ウイルヘルムは軽く目を細め、思わず鼻を鳴らした。


 隣に立つベルタは相変わらず無表情だったが、侍女は気まずそうに視線をそらし、わずかに頬を染めている。ウイルヘルムには知る由もないが、侍女である彼女は普段、正門を使うことがなく、こんな光景を目にするのは初めてだったのだろう。


「お行儀のよいことですこと」

ベルタがぼそりと呟いた。ウイルヘルムは気を取り直し、銅像の正面へと回り込む。


そして、目にしたのは――

 中央の台座の上に並び立つ二体の像。エントランスホールで見た半身像の男が、今度は魔術師とも学者ともつかぬローブを纏った全身の姿で右に。左には、顔立ちがその男に似た、豪奢な装飾が施された鎧に身を包む貴族の像。二人とも威厳に満ちた表情を浮かべ、堂々とした佇まいだった。

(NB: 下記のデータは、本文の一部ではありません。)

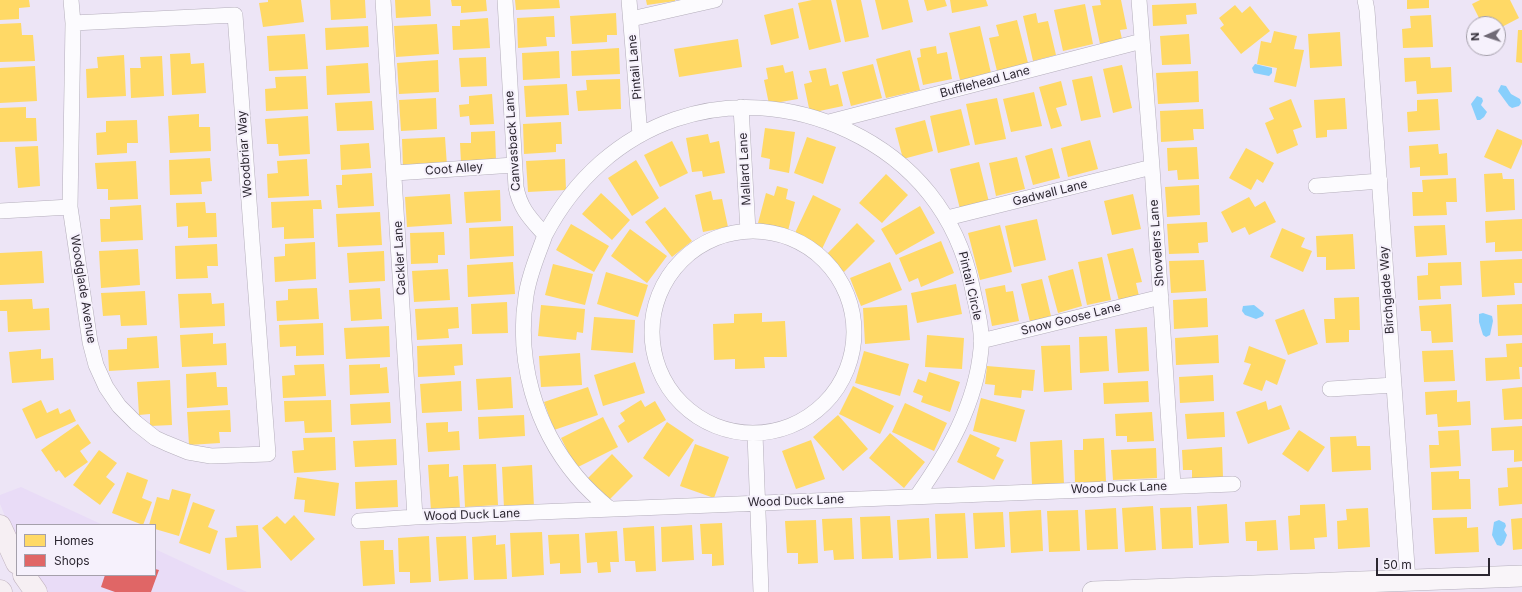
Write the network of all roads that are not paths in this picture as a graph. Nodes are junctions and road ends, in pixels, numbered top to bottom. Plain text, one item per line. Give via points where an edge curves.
1 (71, 0) edge
2 (383, 0) edge
3 (504, 0) edge
4 (629, 0) edge
5 (715, 0) edge
6 (1139, 0) edge
7 (1365, 0) edge
8 (631, 19) junction
9 (72, 23) junction
10 (1142, 41) junction
11 (741, 107) junction
12 (829, 122) junction
13 (640, 134) junction
14 (514, 165) junction
15 (1152, 167) junction
16 (395, 174) junction
17 (1380, 181) junction
18 (1316, 186) dead end
19 (70, 207) junction
20 (0, 211) edge
21 (947, 218) junction
22 (748, 230) junction
23 (545, 235) junction
24 (1161, 297) junction
25 (981, 341) junction
26 (1394, 385) junction
27 (1330, 389) dead end
28 (755, 434) junction
29 (268, 454) joint
30 (1233, 484) dead end
31 (1173, 486) junction
32 (917, 496) junction
33 (758, 502) junction
34 (610, 509) junction
35 (415, 517) junction
36 (359, 521) dead end
37 (0, 526) edge
38 (16, 561) edge
39 (25, 576) edge
40 (1522, 576) edge
41 (1408, 580) junction
42 (36, 592) edge
43 (761, 592) edge
44 (1093, 592) edge

1 - 9 street, Woodglade Avenue
2 - 16 street, Cackler Lane
3 - 14 street, Canvasback Lane
4 - 8 street, Pintail Lane
5 - 8 street
6 - 10 street, Shovelers Lane
7 - 17 street, Birchglade Way
8 - 13 street, Pintail Lane
9 - 19 street, Woodglade Avenue
9 - 29 street, Woodbriar Way via 235,15
10 - 12 street, Bufflehead Lane
10 - 15 street, Shovelers Lane
11 - 12 street, Pintail Circle via 796,112
11 - 13 street, Pintail Circle via 691,114
11 - 22 street, Mallard Lane
12 - 21 street, Pintail Circle via 862,137 887,153 930,193
13 - 23 street, Pintail Circle via 614,151 590,172 569,195
14 - 16 street, Coot Alley
14 - 23 street, Canvasback Lane via 518,198 524,211
15 - 21 street, Gadwall Lane
15 - 24 street, Shovelers Lane
16 - 35 street, Cackler Lane
17 - 18 street
17 - 26 street, Birchglade Way
19 - 20 street
19 - 29 street, Woodglade Avenue via 90,342 106,386 119,406 155,438 188,452 223,457
21 - 25 street, Pintail Circle via 968,268
22 - 28 street via 712,240 696,249 670,274 654,308 652,345 664,381 687,410 718,428 736,433
22 - 28 street via 785,236 818,255 831,268 841,284 853,319 850,357 844,375 823,406 792,426 774,432
23 - 34 street via 526,293 524,350 529,381 538,411 561,456 577,478
24 - 25 street, Snow Goose Lane
24 - 31 street, Shovelers Lane
25 - 32 street, Pintail Circle via 977,374 962,422
26 - 27 street
26 - 41 street, Birchglade Way
28 - 33 street
30 - 31 street, Wood Duck Lane
31 - 32 street, Wood Duck Lane
32 - 33 street, Wood Duck Lane
33 - 34 street, Wood Duck Lane
33 - 43 street
34 - 35 street, Wood Duck Lane
35 - 36 street, Wood Duck Lane
37 - 38 main road
39 - 42 main road
40 - 41 street
41 - 44 street

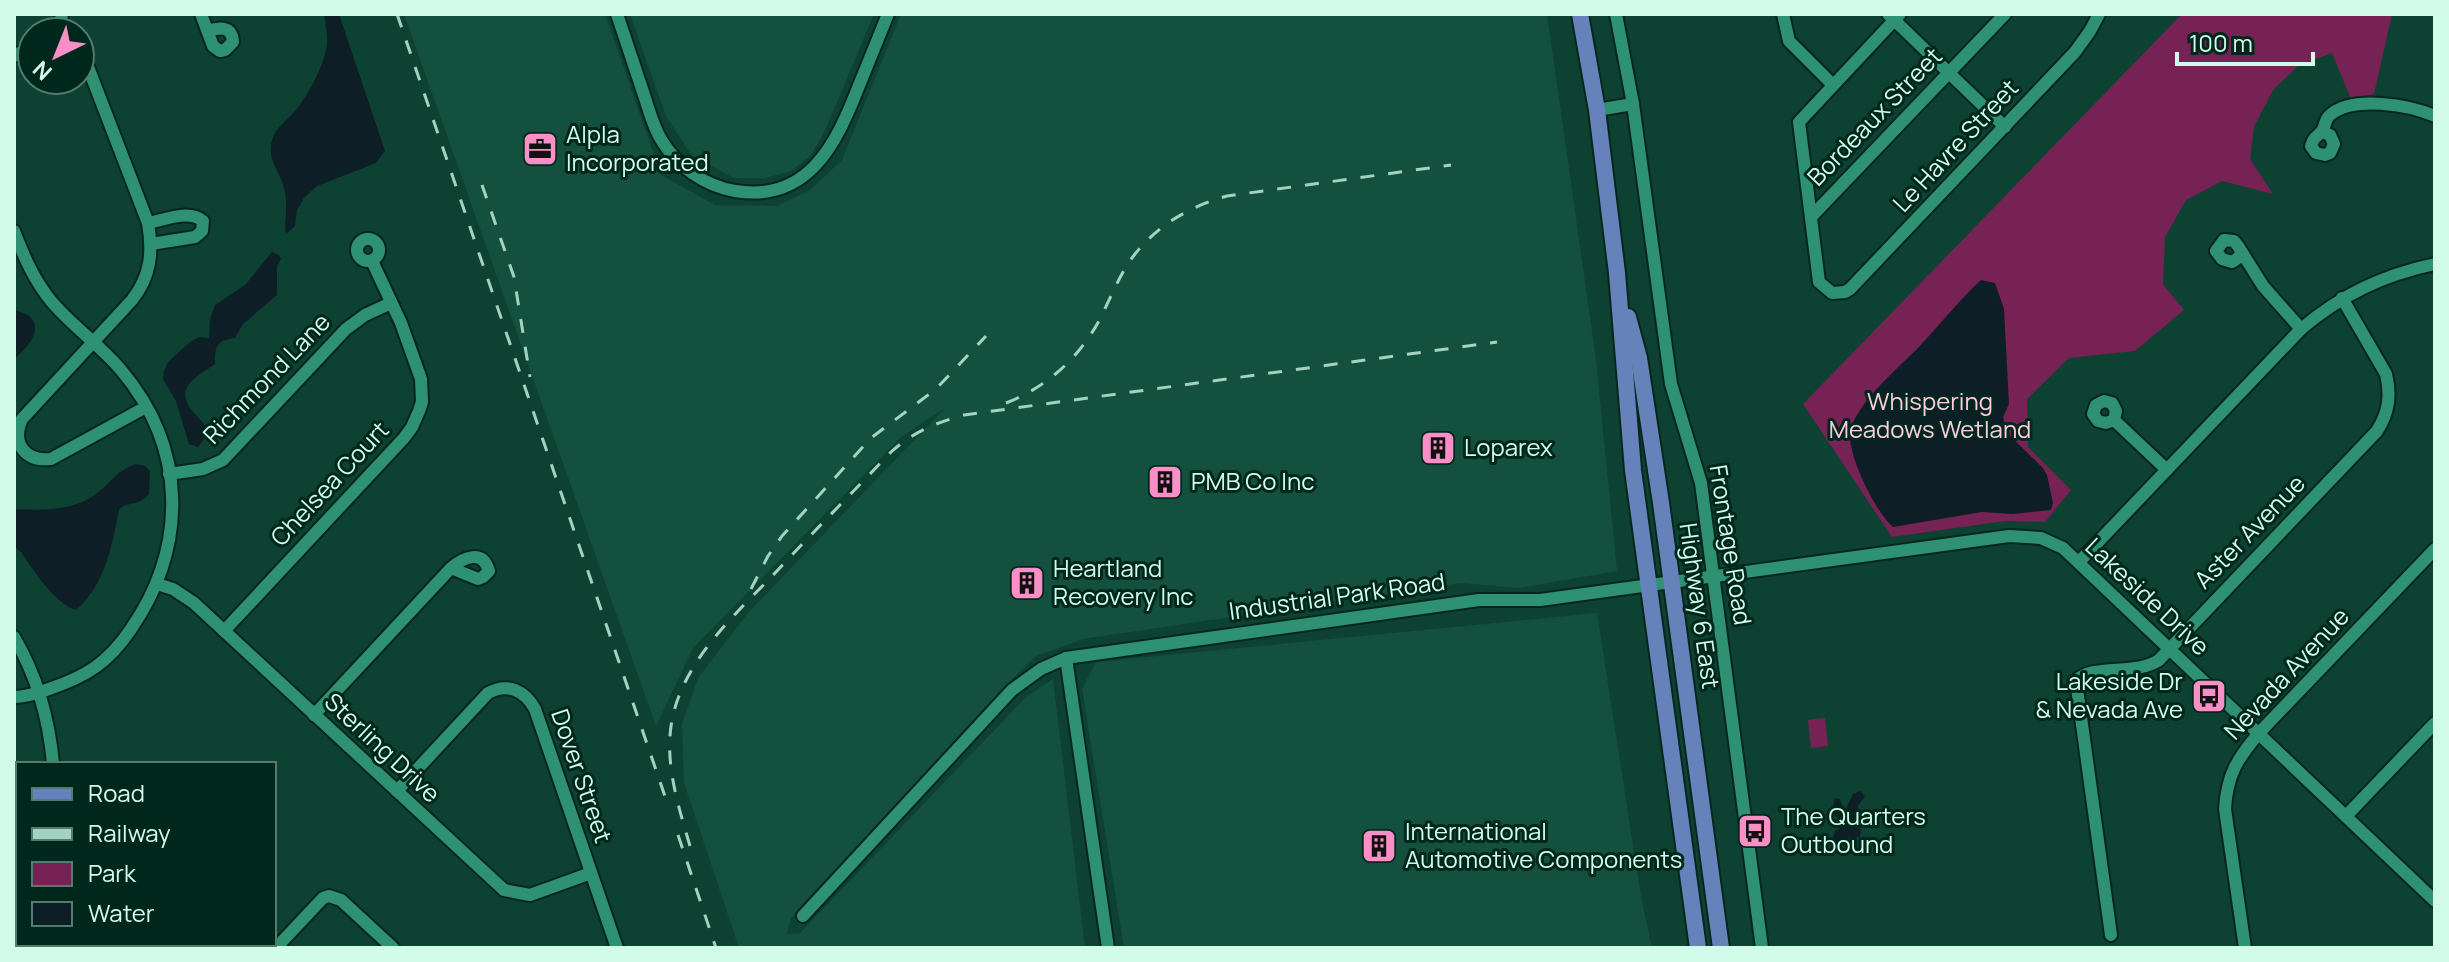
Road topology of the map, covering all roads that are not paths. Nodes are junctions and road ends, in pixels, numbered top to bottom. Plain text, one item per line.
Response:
1 (201, 14) edge
2 (617, 14) edge
3 (888, 14) edge
4 (1580, 14) edge
5 (1616, 14) edge
6 (1783, 14) edge
7 (2005, 14) edge
8 (2099, 14) edge
9 (1894, 16) edge
10 (208, 31) dead end
11 (1948, 73) junction
12 (1832, 84) junction
13 (96, 88) edge
14 (1633, 104) junction
15 (1597, 110) junction
16 (2435, 116) edge
17 (2005, 127) junction
18 (2322, 132) dead end
19 (1811, 217) junction
20 (148, 223) junction
21 (14, 231) edge
22 (151, 244) junction
23 (2242, 252) dead end
24 (19, 259) edge
25 (372, 261) dead end
26 (2435, 264) edge
27 (1617, 273) junction
28 (2342, 298) junction
29 (391, 303) junction
30 (2301, 329) junction
31 (94, 342) junction
32 (146, 407) junction
33 (2114, 420) dead end
34 (2167, 470) junction
35 (169, 474) junction
36 (2435, 549) edge
37 (2079, 562) junction
38 (451, 568) dead end
39 (1714, 577) junction
40 (1671, 582) junction
41 (157, 584) junction
42 (1649, 585) junction
43 (224, 631) junction
44 (14, 637) edge
45 (2170, 648) junction
46 (1066, 658) junction
47 (39, 693) junction
48 (14, 697) edge
49 (314, 715) junction
50 (2435, 723) edge
51 (2259, 733) junction
52 (53, 762) edge
53 (397, 791) junction
54 (2346, 816) junction
55 (591, 873) junction
56 (2434, 897) edge
57 (803, 916) dead end
58 (2111, 935) dead end
59 (276, 948) edge
60 (393, 948) edge
61 (617, 948) edge
62 (1108, 948) edge
63 (1698, 948) edge
64 (1721, 948) edge
65 (1762, 948) edge
66 (2245, 948) edge

1 - 10 street
2 - 3 street
4 - 15 main road, Highway 6 East
5 - 14 street, Frontage Road
6 - 12 street
7 - 11 street, Bordeaux Street
8 - 17 street, Le Havre Street
9 - 11 street
9 - 12 street
11 - 17 street
11 - 19 street, Bordeaux Street
12 - 19 street
13 - 20 street
14 - 15 street
14 - 39 street, Frontage Road
15 - 27 main road, Highway 6 East
16 - 18 street
17 - 19 street, Le Havre Street
20 - 22 street
20 - 22 street
21 - 24 street
22 - 31 street
23 - 30 street
24 - 31 street
25 - 29 street, Chelsea Court
26 - 28 street
27 - 40 main road, Highway 6 East
27 - 42 main road, Highway 6 East
28 - 30 street
28 - 45 street, Aster Avenue
29 - 35 street, Richmond Lane
29 - 43 street, Chelsea Court
30 - 34 street
31 - 32 street
31 - 32 street
32 - 35 street
33 - 34 street
34 - 37 street
35 - 41 street
36 - 51 street, Nevada Avenue
37 - 39 street, Lakeside Drive
37 - 45 street, Lakeside Drive
38 - 49 street
39 - 40 street, Lakeside Drive
39 - 65 street, Frontage Road
40 - 42 street, Lakeside Drive
40 - 64 main road, Highway 6 East
41 - 43 street, Sterling Drive
41 - 47 street
42 - 46 street, Industrial Park Road
42 - 63 main road, Highway 6 East
43 - 49 street, Sterling Drive
44 - 47 street
45 - 51 street, Lakeside Drive
45 - 58 street, Aster Avenue
46 - 57 street, Industrial Park Road
46 - 62 street
47 - 48 street
47 - 52 street
49 - 53 street, Sterling Drive
50 - 54 street
51 - 54 street, Lakeside Drive
51 - 66 street, Nevada Avenue
53 - 55 street, Sterling Drive
53 - 55 street, Dover Street
54 - 56 street, Lakeside Drive
55 - 61 street, Dover Street
59 - 60 street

 ローブ姿の像――つまり「当主」は、左手に巻物を持ち、右手は隣の貴族の左手としっかりと繋いでいる。一方の貴族は、右手に長大なハルバードを携え、その足元には戦場の破片を思わせる彫刻が施されていた。鎧は装飾過多と言ってもいいほどに華やかで、ただの戦士というよりも、どこか演説でも始めそうな貴族然とした雰囲気がある。


ウイルヘルムは二体の像を見比べながら、ゆっくりと息を吐いた。